The ’60s hippy era and outrageous ’70s are deeply ingrained in my city girl’s soul. Future generations can only envy my memories of the “good old days.” As I cast my mind back, I linger on those glorious early years before life got real.

The Glory Days

During those decades, our mothers moved from kitchen management into the workplace, and we found ourselves with more freedom than any youth could have dreamed possible. Our more worldly friends introduced us to strange and exotic foods like McDonald’s burgers and pizza, and my 15-year-old self could never have imagined that burgers didn’t have to look and taste like hockey pucks.

Fake IDs were rolled out, granting us access to those forbidden hotel bars (out of town was easiest). But you would be more likely to find us hanging out at local pizzerias and diners, where we deposited the last of our quarters into tabletop jukeboxes to listen to the best music ever written.

Growing up watching All in the Family, Jackie Gleason, and The Flintstones, we didn’t take life too seriously and left politics, correctness, and social injustice to university students, activists, and our future selves.
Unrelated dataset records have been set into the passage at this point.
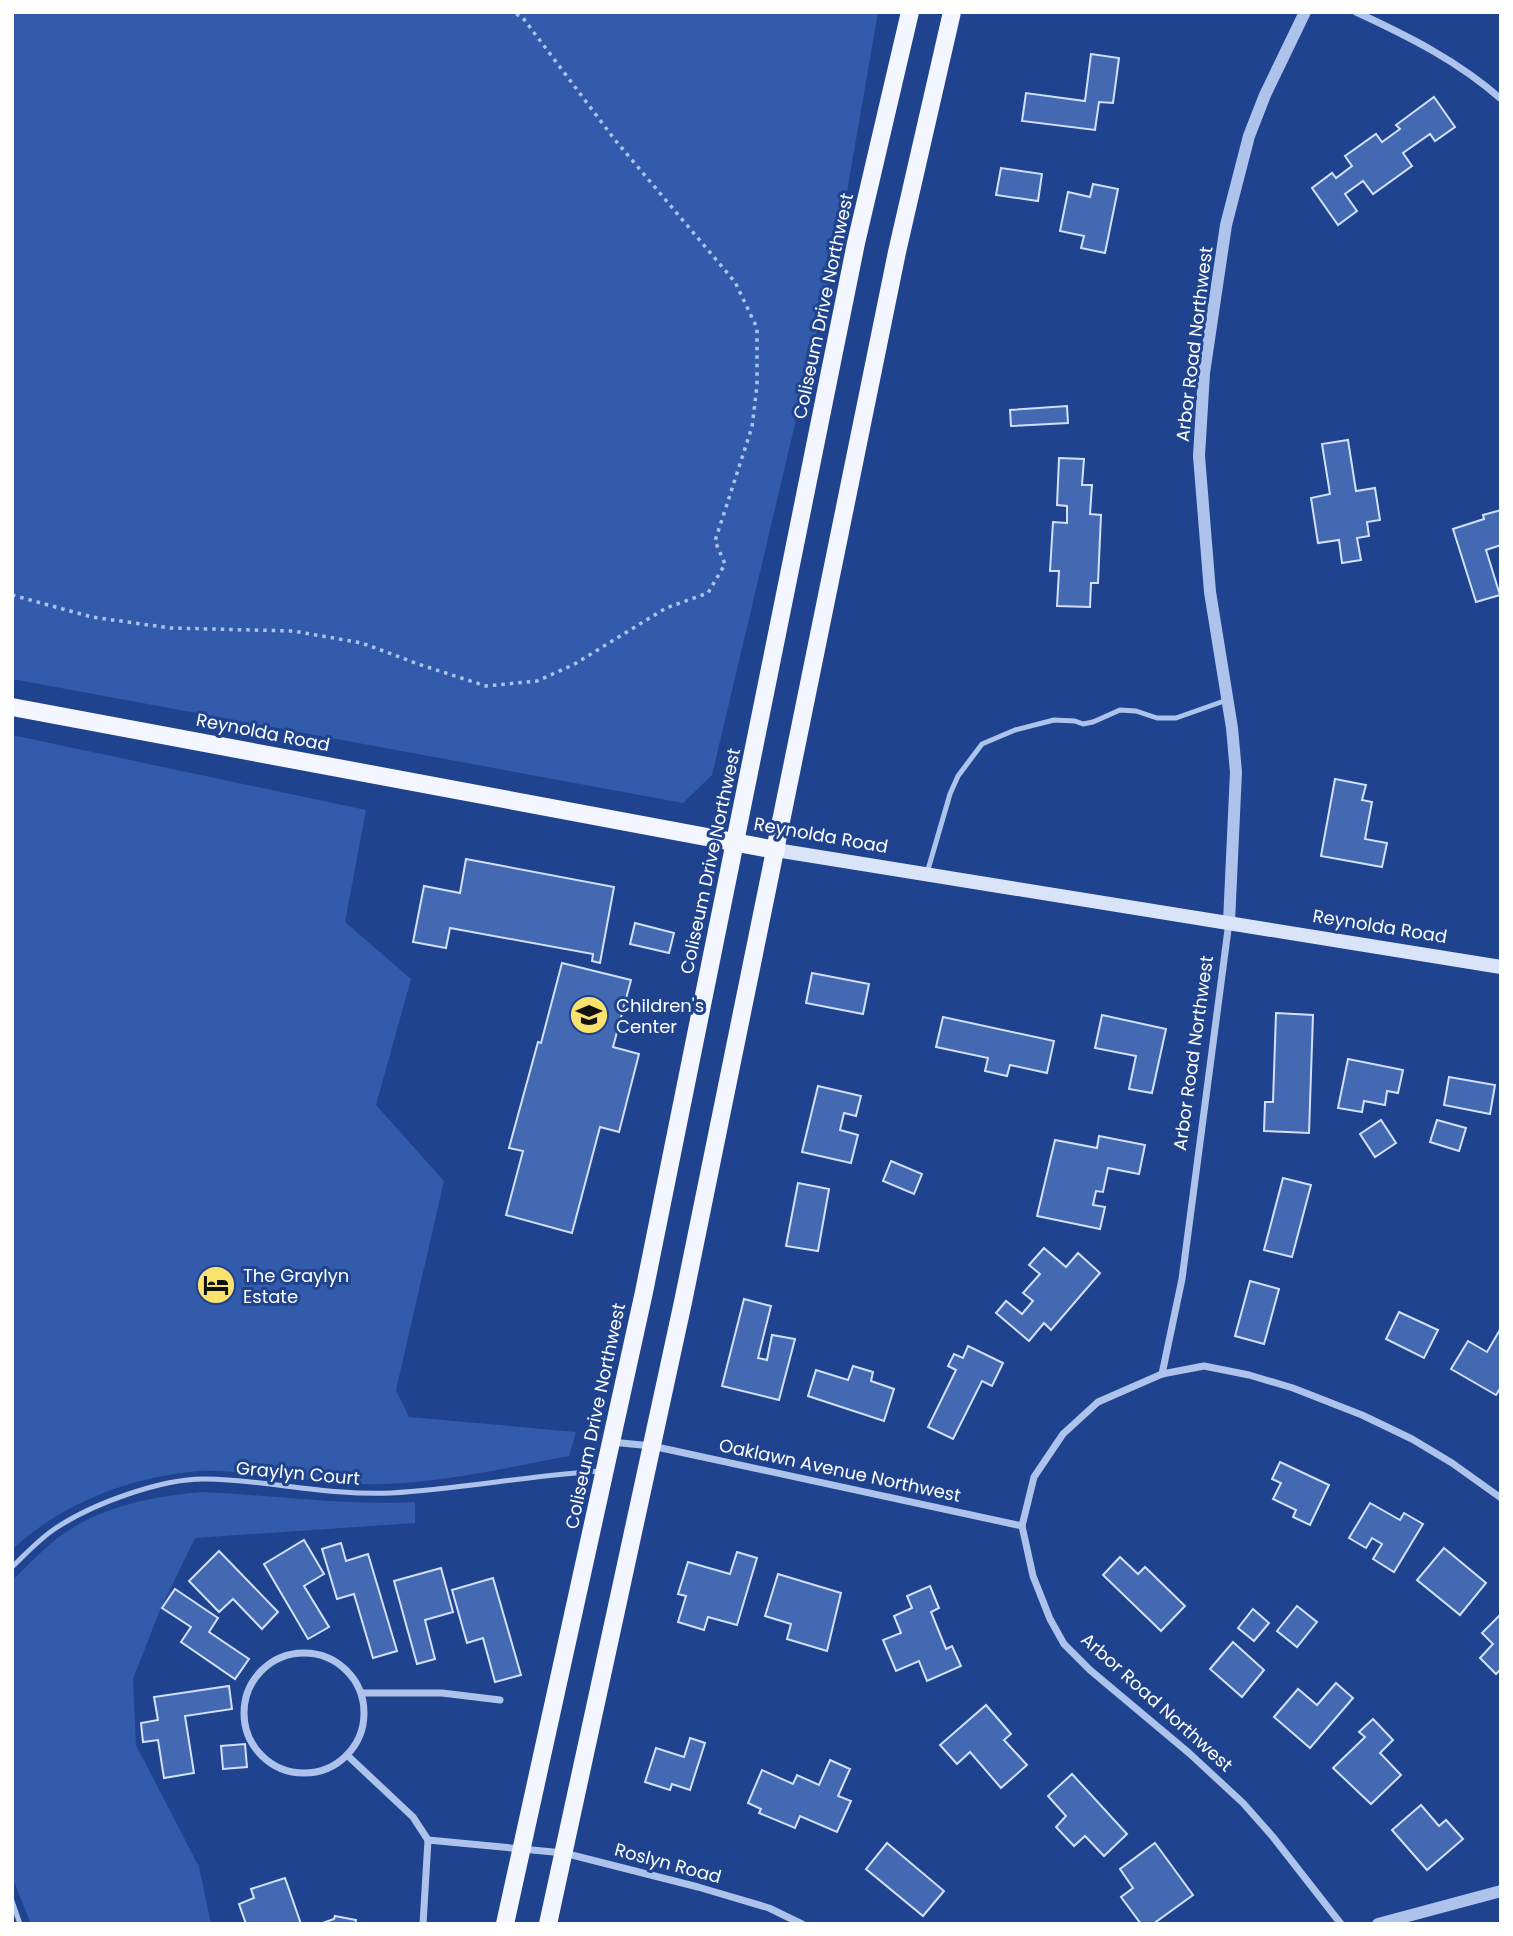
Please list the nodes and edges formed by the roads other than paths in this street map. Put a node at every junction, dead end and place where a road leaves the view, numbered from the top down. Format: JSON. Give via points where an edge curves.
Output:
{"nodes":[{"id":1,"x":910,"y":12,"type":"edge"},
{"id":2,"x":953,"y":12,"type":"edge"},
{"id":3,"x":1305,"y":12,"type":"edge"},
{"id":4,"x":1356,"y":12,"type":"edge"},
{"id":5,"x":1501,"y":99,"type":"edge"},
{"id":6,"x":1227,"y":700,"type":"junction"},
{"id":7,"x":12,"y":707,"type":"edge"},
{"id":8,"x":735,"y":842,"type":"junction"},
{"id":9,"x":776,"y":850,"type":"junction"},
{"id":10,"x":926,"y":874,"type":"junction"},
{"id":11,"x":1228,"y":922,"type":"junction"},
{"id":12,"x":1501,"y":967,"type":"edge"},
{"id":13,"x":1163,"y":1374,"type":"junction"},
{"id":14,"x":611,"y":1441,"type":"junction"},
{"id":15,"x":652,"y":1446,"type":"junction"},
{"id":16,"x":604,"y":1471,"type":"junction"},
{"id":17,"x":1501,"y":1498,"type":"edge"},
{"id":18,"x":1022,"y":1526,"type":"junction"},
{"id":19,"x":12,"y":1567,"type":"edge"},
{"id":20,"x":362,"y":1693,"type":"junction"},
{"id":21,"x":500,"y":1700,"type":"dead end"},
{"id":22,"x":347,"y":1755,"type":"junction"},
{"id":23,"x":428,"y":1840,"type":"junction"},
{"id":24,"x":521,"y":1849,"type":"junction"},
{"id":25,"x":564,"y":1853,"type":"junction"},
{"id":26,"x":1501,"y":1891,"type":"edge"},
{"id":27,"x":12,"y":1901,"type":"edge"},
{"id":28,"x":20,"y":1924,"type":"edge"},
{"id":29,"x":423,"y":1924,"type":"edge"},
{"id":30,"x":505,"y":1924,"type":"edge"},
{"id":31,"x":548,"y":1924,"type":"edge"},
{"id":32,"x":802,"y":1924,"type":"edge"},
{"id":33,"x":1341,"y":1924,"type":"edge"},
{"id":34,"x":1378,"y":1924,"type":"edge"}],
"edges":[{"from":1,"to":8,"type":"main road","name":"Coliseum Drive Northwest","via":[[856,243]]},
{"from":2,"to":9,"type":"main road","via":[[897,252]]},
{"from":3,"to":6,"type":"street","name":"Arbor Road Northwest","via":[[1249,135],[1226,225],[1204,373],[1199,456],[1210,592]]},
{"from":4,"to":5,"type":"street","via":[[1419,41]]},
{"from":6,"to":10,"type":"lane","via":[[1176,718],[1120,710],[1083,724],[1054,720],[982,744],[950,794]]},
{"from":6,"to":11,"type":"street","name":"Arbor Road Northwest","via":[[1236,772]]},
{"from":7,"to":8,"type":"main road","name":"Reynolda Road"},
{"from":8,"to":9,"type":"main road","name":"Reynolda Road"},
{"from":8,"to":14,"type":"main road","name":"Coliseum Drive Northwest"},
{"from":9,"to":10,"type":"main road","name":"Reynolda Road"},
{"from":9,"to":15,"type":"main road"},
{"from":10,"to":11,"type":"main road","name":"Reynolda Road"},
{"from":11,"to":12,"type":"main road","name":"Reynolda Road"},
{"from":11,"to":13,"type":"street","name":"Arbor Road Northwest","via":[[1182,1279]]},
{"from":13,"to":17,"type":"street","via":[[1204,1366],[1293,1388],[1412,1439]]},
{"from":13,"to":18,"type":"street","name":"Arbor Road Northwest","via":[[1098,1402],[1063,1434],[1034,1477]]},
{"from":14,"to":15,"type":"street","name":"Oaklawn Avenue Northwest"},
{"from":14,"to":16,"type":"main road","name":"Coliseum Drive Northwest"},
{"from":15,"to":18,"type":"street","name":"Oaklawn Avenue Northwest"},
{"from":15,"to":25,"type":"main road"},
{"from":16,"to":19,"type":"lane","name":"Graylyn Court","via":[[389,1493],[203,1479],[131,1493],[80,1514]]},
{"from":16,"to":24,"type":"main road","name":"Coliseum Drive Northwest"},
{"from":18,"to":33,"type":"street","name":"Arbor Road Northwest","via":[[1033,1576],[1064,1644],[1243,1803]]},
{"from":20,"to":21,"type":"street","via":[[443,1693]]},
{"from":20,"to":22,"type":"street","via":[[365,1719]]},
{"from":20,"to":22,"type":"street","via":[[337,1661],[312,1652],[285,1656],[261,1670],[247,1693],[247,1733],[272,1764],[311,1773]]},
{"from":22,"to":23,"type":"street","via":[[413,1817]]},
{"from":23,"to":24,"type":"street","name":"Roslyn Road"},
{"from":23,"to":29,"type":"street"},
{"from":24,"to":25,"type":"street","name":"Roslyn Road"},
{"from":24,"to":30,"type":"main road","name":"Coliseum Drive Northwest"},
{"from":25,"to":31,"type":"main road"},
{"from":25,"to":32,"type":"street","name":"Roslyn Road","via":[[769,1908]]},
{"from":26,"to":34,"type":"street"},
{"from":27,"to":28,"type":"lane"}]}
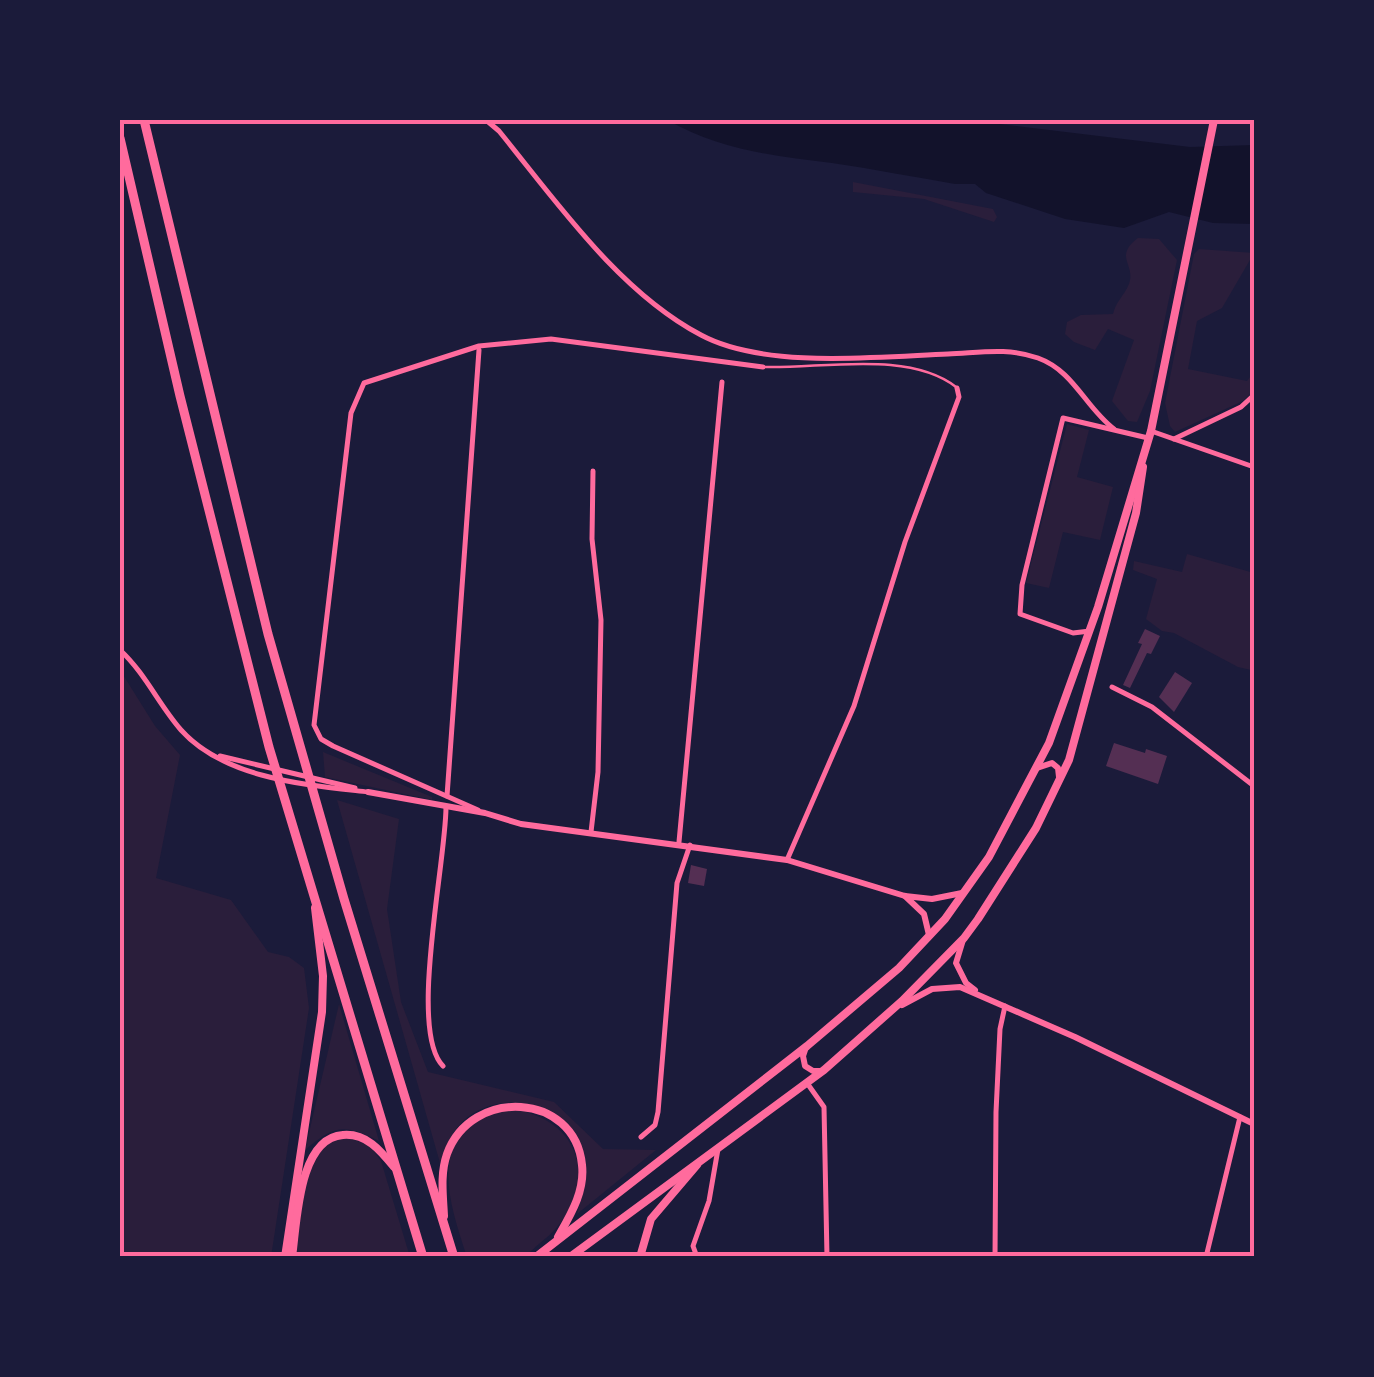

We did whatever the heck we wanted so long as no one got hurt (or caught). We didn’t pull out guns or knives to settle differences — although if beer was spilled, punches were a possibility until someone coughed up the coin for another round.

Nobody but nobody knew how to have more fun than we did on so little, especially in the hours after dark! Pulling into a gas station and depositing $1.50 worth of change in exchange for gas was plenty. And if there was enough money left over to buy a case of beer, a bottle of Asti Spumanti, Baby Duck, or lemon gin, life was as smooth as a newly paved highway!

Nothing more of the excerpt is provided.